# [TASK DETAILS]
Copy each line that contains the string "weight", taking them from the material.
─── RECORDED INFORMATION ───
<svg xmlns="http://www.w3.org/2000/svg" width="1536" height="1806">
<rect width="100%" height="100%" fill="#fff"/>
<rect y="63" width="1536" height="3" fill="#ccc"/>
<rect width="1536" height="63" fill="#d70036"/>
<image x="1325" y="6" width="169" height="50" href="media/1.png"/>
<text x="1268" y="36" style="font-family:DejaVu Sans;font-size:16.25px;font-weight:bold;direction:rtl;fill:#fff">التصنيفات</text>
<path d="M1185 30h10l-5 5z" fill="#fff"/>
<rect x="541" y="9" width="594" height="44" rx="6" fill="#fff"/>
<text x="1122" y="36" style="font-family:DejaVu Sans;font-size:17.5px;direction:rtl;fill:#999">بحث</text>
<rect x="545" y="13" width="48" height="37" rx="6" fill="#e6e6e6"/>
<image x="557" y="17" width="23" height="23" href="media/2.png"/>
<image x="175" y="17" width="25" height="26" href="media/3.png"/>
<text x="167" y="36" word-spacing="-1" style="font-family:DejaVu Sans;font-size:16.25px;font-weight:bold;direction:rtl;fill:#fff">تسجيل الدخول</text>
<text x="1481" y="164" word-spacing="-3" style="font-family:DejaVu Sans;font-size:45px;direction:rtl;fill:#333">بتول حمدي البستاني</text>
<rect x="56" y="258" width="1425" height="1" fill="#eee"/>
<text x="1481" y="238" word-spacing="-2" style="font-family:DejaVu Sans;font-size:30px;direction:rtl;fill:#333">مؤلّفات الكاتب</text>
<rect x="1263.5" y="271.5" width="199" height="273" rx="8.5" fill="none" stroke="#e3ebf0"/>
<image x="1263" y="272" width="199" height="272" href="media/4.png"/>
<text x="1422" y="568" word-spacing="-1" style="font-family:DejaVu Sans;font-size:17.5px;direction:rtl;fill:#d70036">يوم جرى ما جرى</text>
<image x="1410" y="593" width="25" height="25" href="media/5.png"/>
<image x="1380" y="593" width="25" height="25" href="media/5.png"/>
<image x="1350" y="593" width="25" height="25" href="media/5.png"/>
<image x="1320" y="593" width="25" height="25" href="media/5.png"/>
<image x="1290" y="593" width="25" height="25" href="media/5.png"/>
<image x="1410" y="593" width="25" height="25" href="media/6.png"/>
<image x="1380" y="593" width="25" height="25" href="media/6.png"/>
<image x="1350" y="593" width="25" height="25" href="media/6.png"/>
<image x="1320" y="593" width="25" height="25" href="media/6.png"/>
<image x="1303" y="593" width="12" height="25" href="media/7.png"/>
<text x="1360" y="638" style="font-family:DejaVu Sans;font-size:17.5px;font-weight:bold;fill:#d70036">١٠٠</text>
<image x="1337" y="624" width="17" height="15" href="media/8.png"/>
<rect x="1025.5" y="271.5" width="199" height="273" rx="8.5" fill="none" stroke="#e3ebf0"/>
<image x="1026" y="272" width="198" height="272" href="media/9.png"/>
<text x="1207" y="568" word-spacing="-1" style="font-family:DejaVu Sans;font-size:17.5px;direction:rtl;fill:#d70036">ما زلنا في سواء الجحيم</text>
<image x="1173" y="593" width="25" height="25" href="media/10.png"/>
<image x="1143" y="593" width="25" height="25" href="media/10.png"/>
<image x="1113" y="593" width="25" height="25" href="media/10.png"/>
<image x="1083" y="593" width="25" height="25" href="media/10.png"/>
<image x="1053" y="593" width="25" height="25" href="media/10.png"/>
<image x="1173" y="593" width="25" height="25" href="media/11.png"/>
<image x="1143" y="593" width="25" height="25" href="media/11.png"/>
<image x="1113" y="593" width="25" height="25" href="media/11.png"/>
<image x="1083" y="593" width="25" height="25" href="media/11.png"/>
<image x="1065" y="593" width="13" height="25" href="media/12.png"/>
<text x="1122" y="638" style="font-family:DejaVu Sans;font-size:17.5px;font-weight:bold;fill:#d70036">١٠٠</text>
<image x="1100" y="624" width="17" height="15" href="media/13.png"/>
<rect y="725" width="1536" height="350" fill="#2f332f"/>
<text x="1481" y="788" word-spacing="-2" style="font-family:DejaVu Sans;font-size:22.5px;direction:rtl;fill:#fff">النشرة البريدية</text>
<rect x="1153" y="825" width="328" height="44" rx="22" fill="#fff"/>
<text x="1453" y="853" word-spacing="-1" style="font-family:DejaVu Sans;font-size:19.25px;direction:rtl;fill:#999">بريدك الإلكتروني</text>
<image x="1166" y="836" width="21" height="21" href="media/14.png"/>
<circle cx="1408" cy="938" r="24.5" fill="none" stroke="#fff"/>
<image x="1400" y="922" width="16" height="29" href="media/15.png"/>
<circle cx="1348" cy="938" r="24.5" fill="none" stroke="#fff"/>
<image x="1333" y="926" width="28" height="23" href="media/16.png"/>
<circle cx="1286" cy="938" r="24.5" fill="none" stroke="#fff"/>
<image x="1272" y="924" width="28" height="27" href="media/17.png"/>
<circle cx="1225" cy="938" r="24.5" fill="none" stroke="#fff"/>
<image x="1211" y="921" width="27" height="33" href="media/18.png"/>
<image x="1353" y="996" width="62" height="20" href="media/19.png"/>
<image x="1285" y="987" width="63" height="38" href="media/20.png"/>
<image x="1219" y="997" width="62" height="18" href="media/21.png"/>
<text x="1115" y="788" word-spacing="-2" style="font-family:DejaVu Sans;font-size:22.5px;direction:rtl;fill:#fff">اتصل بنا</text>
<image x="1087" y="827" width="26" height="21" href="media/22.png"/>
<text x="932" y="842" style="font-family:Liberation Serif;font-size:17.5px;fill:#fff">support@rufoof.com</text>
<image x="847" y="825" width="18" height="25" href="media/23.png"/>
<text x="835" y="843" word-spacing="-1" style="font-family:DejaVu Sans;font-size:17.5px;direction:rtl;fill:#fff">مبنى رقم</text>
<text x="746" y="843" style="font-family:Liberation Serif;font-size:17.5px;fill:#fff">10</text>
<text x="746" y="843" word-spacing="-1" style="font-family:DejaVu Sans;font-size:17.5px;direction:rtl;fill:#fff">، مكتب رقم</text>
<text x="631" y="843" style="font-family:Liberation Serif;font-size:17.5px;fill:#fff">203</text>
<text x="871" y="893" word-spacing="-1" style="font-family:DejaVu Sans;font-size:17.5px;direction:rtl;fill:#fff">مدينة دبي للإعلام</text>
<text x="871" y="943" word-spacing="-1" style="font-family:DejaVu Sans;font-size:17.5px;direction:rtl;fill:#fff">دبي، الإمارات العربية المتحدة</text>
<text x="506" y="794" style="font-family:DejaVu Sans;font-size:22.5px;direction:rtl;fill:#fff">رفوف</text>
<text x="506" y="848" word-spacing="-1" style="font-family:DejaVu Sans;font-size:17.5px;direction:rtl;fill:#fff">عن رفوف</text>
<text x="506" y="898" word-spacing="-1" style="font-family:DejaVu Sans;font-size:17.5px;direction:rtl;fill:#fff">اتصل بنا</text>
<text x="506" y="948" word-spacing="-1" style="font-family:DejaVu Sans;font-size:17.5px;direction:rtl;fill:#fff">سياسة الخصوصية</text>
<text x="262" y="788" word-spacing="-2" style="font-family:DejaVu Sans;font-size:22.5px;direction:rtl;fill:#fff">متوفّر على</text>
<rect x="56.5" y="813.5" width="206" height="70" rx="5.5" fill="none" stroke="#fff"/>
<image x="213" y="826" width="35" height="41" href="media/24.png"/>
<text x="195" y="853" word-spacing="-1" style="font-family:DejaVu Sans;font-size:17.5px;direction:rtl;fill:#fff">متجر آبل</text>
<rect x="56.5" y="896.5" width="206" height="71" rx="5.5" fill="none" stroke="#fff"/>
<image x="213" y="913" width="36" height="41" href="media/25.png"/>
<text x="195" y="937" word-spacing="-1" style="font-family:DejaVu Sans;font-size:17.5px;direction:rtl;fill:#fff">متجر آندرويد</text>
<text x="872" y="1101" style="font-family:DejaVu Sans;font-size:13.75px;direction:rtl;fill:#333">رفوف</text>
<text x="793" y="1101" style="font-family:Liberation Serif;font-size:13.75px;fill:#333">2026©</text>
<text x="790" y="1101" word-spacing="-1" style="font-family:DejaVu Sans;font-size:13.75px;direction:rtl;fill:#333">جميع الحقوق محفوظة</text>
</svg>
───
# [RESULT OF THE TASK]
<text x="1268" y="36" style="font-family:DejaVu Sans;font-size:16.25px;font-weight:bold;direction:rtl;fill:#fff">التصنيفات</text>
<text x="167" y="36" word-spacing="-1" style="font-family:DejaVu Sans;font-size:16.25px;font-weight:bold;direction:rtl;fill:#fff">تسجيل الدخول</text>
<text x="1360" y="638" style="font-family:DejaVu Sans;font-size:17.5px;font-weight:bold;fill:#d70036">١٠٠</text>
<text x="1122" y="638" style="font-family:DejaVu Sans;font-size:17.5px;font-weight:bold;fill:#d70036">١٠٠</text>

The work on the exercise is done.